日本の小売業界は2大流通グループが牽引しています。一つはCVSの雄、セブン・イレブンを率いるセブン&アイグループです。もう一つはGMSのイオンリテールを中核とするイオングループです。売上高と利益はセブン&アイがイオンを大きくリードしています。セブンイレブンの元親会社であった米国のセブンイレブンを傘下に収めているからです。
小売業の発展から衰退までの理論として「小売りの輪」理論があります。高校時代に難儀であった偏差値をイメージしてみましょう。偏差値50を頂点に左右になだらかに線が下っています。富士山を想定すると分かり易いです。この図表を正規分布と呼びます。小売業の盛衰をこの正規分布に落とし込んでみましょう。

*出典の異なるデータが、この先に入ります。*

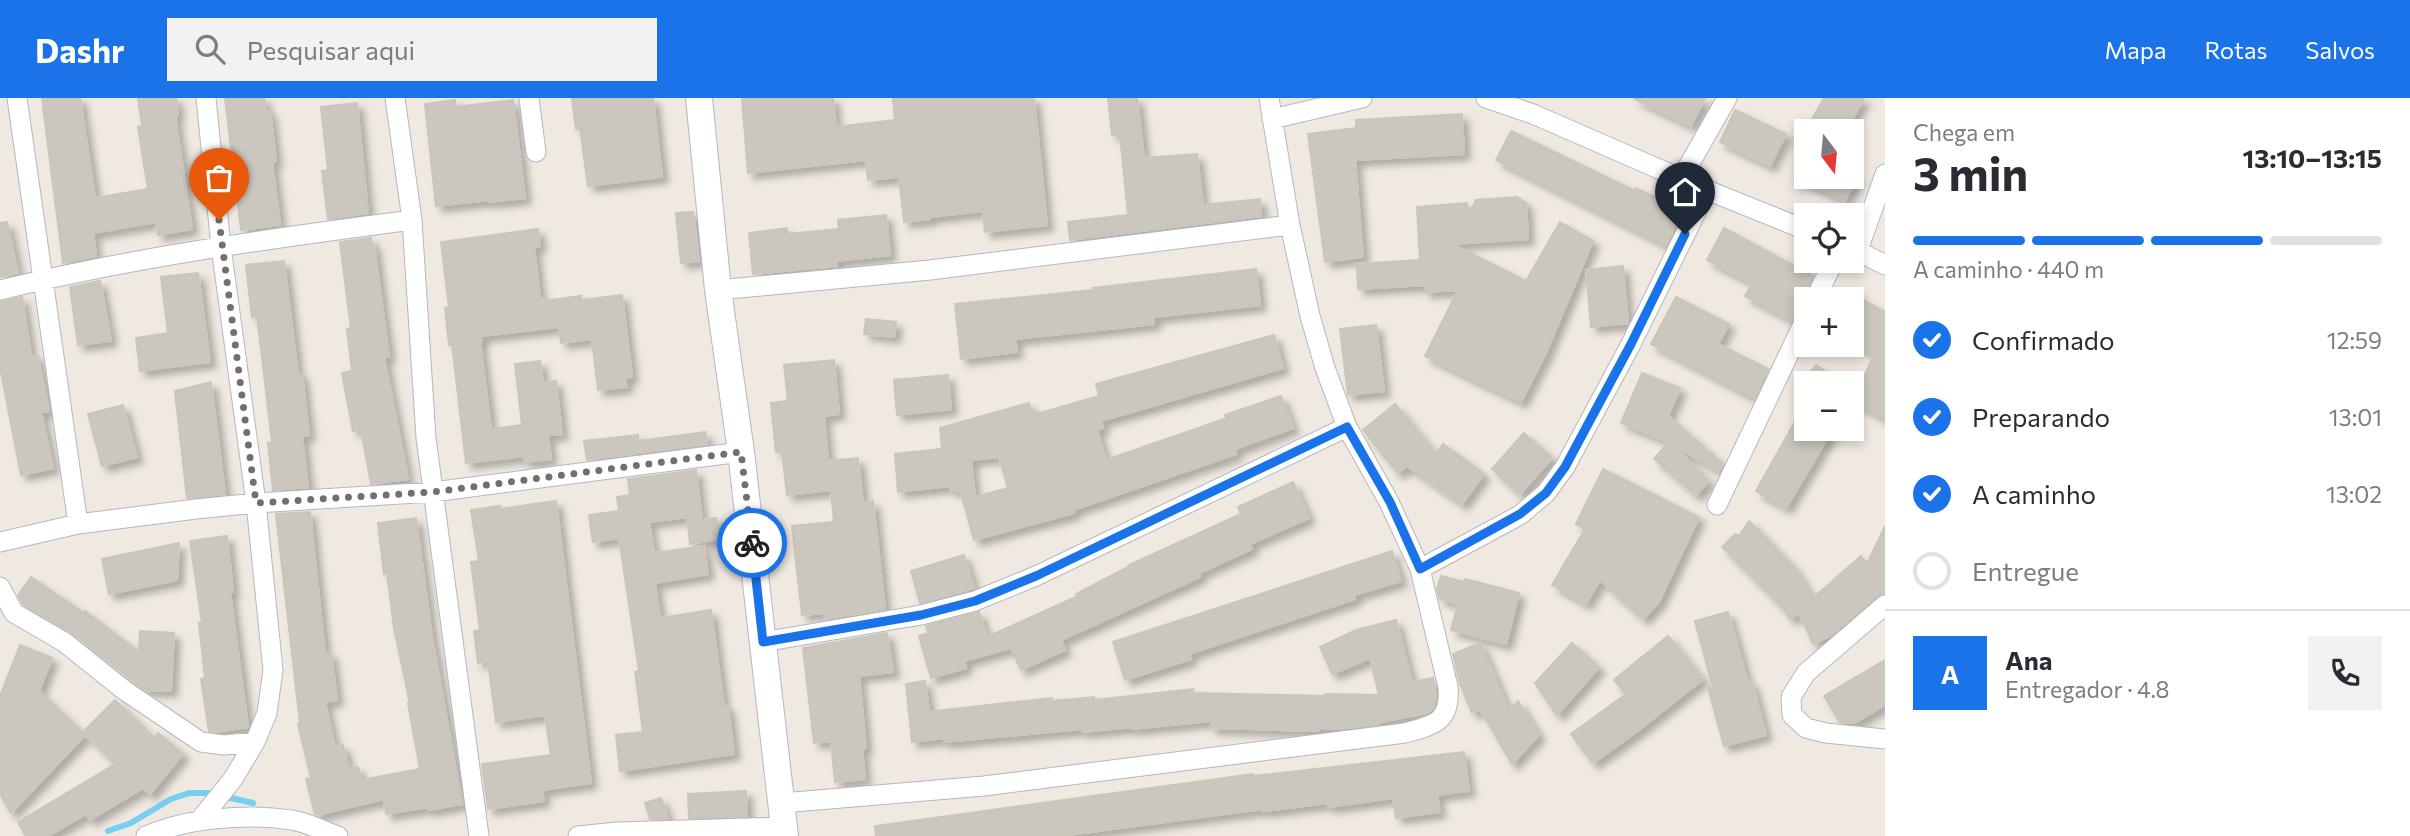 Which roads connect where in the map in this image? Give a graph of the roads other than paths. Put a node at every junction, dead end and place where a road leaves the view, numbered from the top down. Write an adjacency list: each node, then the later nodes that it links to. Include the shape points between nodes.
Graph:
1 (17, 98): 22 (street)
2 (206, 98): 19 (street)
3 (395, 98): 15 (street)
4 (529, 98): 11 (street)
5 (699, 98): 24 (street)
6 (1269, 98): 10 (street)
7 (1362, 98): 10 (street)
8 (1486, 98): 13 (street)
9 (1727, 98): 13 (street)
10 (1272, 119): 16 (street)
11 (536, 152)
12 (1885, 174): 18 (street)
13 (1681, 179): 14 (street)
14 (1707, 190): 17 (street); 33 (street, via 1631,344 1565,467 1546,493 1520,514)
15 (412, 220): 19 (street); 28 (street)
16 (1290, 225): 24 (street, via 930,270); 26 (street, via 1310,316)
17 (1794, 225)
18 (1864, 226)
19 (221, 247): 22 (street); 29 (street)
20 (1864, 254): 21 (street)
21 (1885, 265)
22 (43, 280): 23 (street); 31 (street)
23 (0, 290)
24 (718, 290): 27 (street)
25 (1794, 343): 30 (street)
26 (1347, 427): 33 (street, via 1390,502); 36 (street, via 975,601)
27 (741, 452): 28 (street); 36 (street)
28 (433, 492): 29 (street); 44 (street)
29 (256, 503): 31 (street); 38 (street, via 273,670 267,713)
30 (1717, 505)
31 (78, 524): 32 (street)
32 (0, 542)
33 (1420, 569): 40 (street, via 1450,702 1445,716 1429,726 1405,733 984,786)
34 (0, 587): 38 (street, via 14,613 64,642 201,742 224,746)
35 (1885, 605): 37 (street, via 1805,673 1791,696 1792,715 1805,728)
36 (763, 642): 40 (street)
37 (1885, 739)
38 (255, 741): 39 (street)
39 (200, 821): 42 (street); 43 (street, via 293,820)
40 (783, 822): 41 (street)
41 (585, 835)
42 (146, 836)
43 (338, 836)
44 (479, 836)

正規分布の左側、特に際立って左に販売価格が低いゾーンの市場が存在します。ディスカウント業態がここに位置付けされます。正規分布の右側は高価格帯のゾーンです。昔だったら百貨店、今の時代だと高級路線を崩さないブランドショップでしょうか。小売市場に参入する新規参入者は低価格帯ゾーンから入ってくることが一般的です。知名度が低いのですから、市場開拓に成功するかは「先ずは買ってもらう」ことから始めます。「安かろう、悪かろう」でも市場から受け入れられれば、成長の原資である利益(現金)を獲得することができます。
しかし低価格路線で市場参入した企業も事業規模が大きくなるにしろ、本社費等の固定費が売上成長率以上に伸長してしまい、低価格路線を維持できなくなります。正規分布の中央へと移動してしまうのです。そうすると、正規分布の左側である低価格市場に空白が生まれます。新たに生まれた市場の空白を埋めようと新規の参入者がまた現れるというのです。これが「小売りの輪」理論です。
先に挙げた2大流通グループも企業規模が大きくなり過ぎました。セブン&アイは昨年11月にすったもんだの挙句、西武・そごうの百貨店事業を売却しました。投資家グループからは元親会社であったイトーヨーカ堂を切り離せと圧力がかかっているようです。その結果か分かりませんが、ヨーカ堂の北海道・東北等にある17店舗を他社に売却する等して撤退すると発表しました。
地方圏にある店舗を撤退・廃止すると同時に、首都圏等都市部に集中するという戦略を取ったようです。経営資源の選択と集中は絶対に必要です。しかし集中するということは、追加・新規の設備投資等を行うということです。今回の撤退・譲渡等が単に店舗を減らすというのであれば、次の成長を期待することはできません。この戦略が成功するのか否か、数年後に結果が見えてくるでしょう。